■ Task requirements:
Reproduce all of the listing below without alteration.
*** Opening Supplied information ***
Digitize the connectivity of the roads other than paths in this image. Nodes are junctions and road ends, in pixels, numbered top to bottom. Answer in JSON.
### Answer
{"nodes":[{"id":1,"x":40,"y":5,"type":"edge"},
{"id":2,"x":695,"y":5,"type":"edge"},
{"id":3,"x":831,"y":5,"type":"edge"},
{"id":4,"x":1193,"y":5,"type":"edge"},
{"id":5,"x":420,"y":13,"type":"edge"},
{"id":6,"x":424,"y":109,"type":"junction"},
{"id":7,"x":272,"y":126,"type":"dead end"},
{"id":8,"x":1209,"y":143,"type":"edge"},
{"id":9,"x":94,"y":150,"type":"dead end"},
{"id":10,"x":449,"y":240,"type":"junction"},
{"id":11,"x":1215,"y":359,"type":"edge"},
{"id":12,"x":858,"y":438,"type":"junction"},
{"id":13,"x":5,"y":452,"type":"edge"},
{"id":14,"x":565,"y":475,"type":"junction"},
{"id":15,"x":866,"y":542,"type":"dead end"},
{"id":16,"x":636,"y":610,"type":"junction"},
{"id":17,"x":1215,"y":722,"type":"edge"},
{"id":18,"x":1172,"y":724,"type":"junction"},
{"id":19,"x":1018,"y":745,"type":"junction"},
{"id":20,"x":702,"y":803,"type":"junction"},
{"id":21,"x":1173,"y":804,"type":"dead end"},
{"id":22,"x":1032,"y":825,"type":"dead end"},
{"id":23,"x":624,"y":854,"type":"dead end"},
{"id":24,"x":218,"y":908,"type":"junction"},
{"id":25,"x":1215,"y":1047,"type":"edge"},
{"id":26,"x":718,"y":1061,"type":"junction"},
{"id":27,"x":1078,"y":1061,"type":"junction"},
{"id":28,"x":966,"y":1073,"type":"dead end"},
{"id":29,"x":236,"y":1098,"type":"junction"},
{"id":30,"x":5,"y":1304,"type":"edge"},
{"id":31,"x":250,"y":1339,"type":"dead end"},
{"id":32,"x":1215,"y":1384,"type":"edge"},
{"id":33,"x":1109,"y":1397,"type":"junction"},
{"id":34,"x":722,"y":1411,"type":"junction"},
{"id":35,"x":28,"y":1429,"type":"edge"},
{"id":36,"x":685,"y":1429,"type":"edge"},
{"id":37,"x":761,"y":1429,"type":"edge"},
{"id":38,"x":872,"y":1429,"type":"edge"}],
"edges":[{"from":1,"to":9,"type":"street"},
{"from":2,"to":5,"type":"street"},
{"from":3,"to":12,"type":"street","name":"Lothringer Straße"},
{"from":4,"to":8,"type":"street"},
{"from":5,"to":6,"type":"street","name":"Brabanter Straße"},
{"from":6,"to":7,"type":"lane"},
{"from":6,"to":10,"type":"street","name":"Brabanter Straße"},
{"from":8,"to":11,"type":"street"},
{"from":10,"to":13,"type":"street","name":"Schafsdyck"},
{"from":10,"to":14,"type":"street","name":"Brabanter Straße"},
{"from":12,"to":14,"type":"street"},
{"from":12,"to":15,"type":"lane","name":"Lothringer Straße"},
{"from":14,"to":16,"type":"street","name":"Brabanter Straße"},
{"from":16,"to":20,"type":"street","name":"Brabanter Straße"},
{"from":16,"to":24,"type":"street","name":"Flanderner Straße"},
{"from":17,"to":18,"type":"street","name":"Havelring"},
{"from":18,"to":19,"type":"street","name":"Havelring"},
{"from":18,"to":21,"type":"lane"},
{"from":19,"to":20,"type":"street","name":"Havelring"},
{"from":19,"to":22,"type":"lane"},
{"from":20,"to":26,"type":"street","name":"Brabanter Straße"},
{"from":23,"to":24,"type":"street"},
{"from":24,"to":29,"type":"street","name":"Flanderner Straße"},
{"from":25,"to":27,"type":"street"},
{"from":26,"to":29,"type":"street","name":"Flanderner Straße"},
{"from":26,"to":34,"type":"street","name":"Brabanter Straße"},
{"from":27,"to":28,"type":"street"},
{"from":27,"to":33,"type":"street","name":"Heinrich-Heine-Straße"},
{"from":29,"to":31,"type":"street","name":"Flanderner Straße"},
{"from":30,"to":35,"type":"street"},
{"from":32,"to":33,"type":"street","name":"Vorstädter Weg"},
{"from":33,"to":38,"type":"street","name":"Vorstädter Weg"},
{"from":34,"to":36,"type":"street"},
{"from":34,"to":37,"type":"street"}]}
*** Closing Supplied information ***
■ Answer for the task:
Digitize the connectivity of the roads other than paths in this image. Nodes are junctions and road ends, in pixels, numbered top to bottom. Answer in JSON.
### Answer
{"nodes":[{"id":1,"x":40,"y":5,"type":"edge"},
{"id":2,"x":695,"y":5,"type":"edge"},
{"id":3,"x":831,"y":5,"type":"edge"},
{"id":4,"x":1193,"y":5,"type":"edge"},
{"id":5,"x":420,"y":13,"type":"edge"},
{"id":6,"x":424,"y":109,"type":"junction"},
{"id":7,"x":272,"y":126,"type":"dead end"},
{"id":8,"x":1209,"y":143,"type":"edge"},
{"id":9,"x":94,"y":150,"type":"dead end"},
{"id":10,"x":449,"y":240,"type":"junction"},
{"id":11,"x":1215,"y":359,"type":"edge"},
{"id":12,"x":858,"y":438,"type":"junction"},
{"id":13,"x":5,"y":452,"type":"edge"},
{"id":14,"x":565,"y":475,"type":"junction"},
{"id":15,"x":866,"y":542,"type":"dead end"},
{"id":16,"x":636,"y":610,"type":"junction"},
{"id":17,"x":1215,"y":722,"type":"edge"},
{"id":18,"x":1172,"y":724,"type":"junction"},
{"id":19,"x":1018,"y":745,"type":"junction"},
{"id":20,"x":702,"y":803,"type":"junction"},
{"id":21,"x":1173,"y":804,"type":"dead end"},
{"id":22,"x":1032,"y":825,"type":"dead end"},
{"id":23,"x":624,"y":854,"type":"dead end"},
{"id":24,"x":218,"y":908,"type":"junction"},
{"id":25,"x":1215,"y":1047,"type":"edge"},
{"id":26,"x":718,"y":1061,"type":"junction"},
{"id":27,"x":1078,"y":1061,"type":"junction"},
{"id":28,"x":966,"y":1073,"type":"dead end"},
{"id":29,"x":236,"y":1098,"type":"junction"},
{"id":30,"x":5,"y":1304,"type":"edge"},
{"id":31,"x":250,"y":1339,"type":"dead end"},
{"id":32,"x":1215,"y":1384,"type":"edge"},
{"id":33,"x":1109,"y":1397,"type":"junction"},
{"id":34,"x":722,"y":1411,"type":"junction"},
{"id":35,"x":28,"y":1429,"type":"edge"},
{"id":36,"x":685,"y":1429,"type":"edge"},
{"id":37,"x":761,"y":1429,"type":"edge"},
{"id":38,"x":872,"y":1429,"type":"edge"}],
"edges":[{"from":1,"to":9,"type":"street"},
{"from":2,"to":5,"type":"street"},
{"from":3,"to":12,"type":"street","name":"Lothringer Straße"},
{"from":4,"to":8,"type":"street"},
{"from":5,"to":6,"type":"street","name":"Brabanter Straße"},
{"from":6,"to":7,"type":"lane"},
{"from":6,"to":10,"type":"street","name":"Brabanter Straße"},
{"from":8,"to":11,"type":"street"},
{"from":10,"to":13,"type":"street","name":"Schafsdyck"},
{"from":10,"to":14,"type":"street","name":"Brabanter Straße"},
{"from":12,"to":14,"type":"street"},
{"from":12,"to":15,"type":"lane","name":"Lothringer Straße"},
{"from":14,"to":16,"type":"street","name":"Brabanter Straße"},
{"from":16,"to":20,"type":"street","name":"Brabanter Straße"},
{"from":16,"to":24,"type":"street","name":"Flanderner Straße"},
{"from":17,"to":18,"type":"street","name":"Havelring"},
{"from":18,"to":19,"type":"street","name":"Havelring"},
{"from":18,"to":21,"type":"lane"},
{"from":19,"to":20,"type":"street","name":"Havelring"},
{"from":19,"to":22,"type":"lane"},
{"from":20,"to":26,"type":"street","name":"Brabanter Straße"},
{"from":23,"to":24,"type":"street"},
{"from":24,"to":29,"type":"street","name":"Flanderner Straße"},
{"from":25,"to":27,"type":"street"},
{"from":26,"to":29,"type":"street","name":"Flanderner Straße"},
{"from":26,"to":34,"type":"street","name":"Brabanter Straße"},
{"from":27,"to":28,"type":"street"},
{"from":27,"to":33,"type":"street","name":"Heinrich-Heine-Straße"},
{"from":29,"to":31,"type":"street","name":"Flanderner Straße"},
{"from":30,"to":35,"type":"street"},
{"from":32,"to":33,"type":"street","name":"Vorstädter Weg"},
{"from":33,"to":38,"type":"street","name":"Vorstädter Weg"},
{"from":34,"to":36,"type":"street"},
{"from":34,"to":37,"type":"street"}]}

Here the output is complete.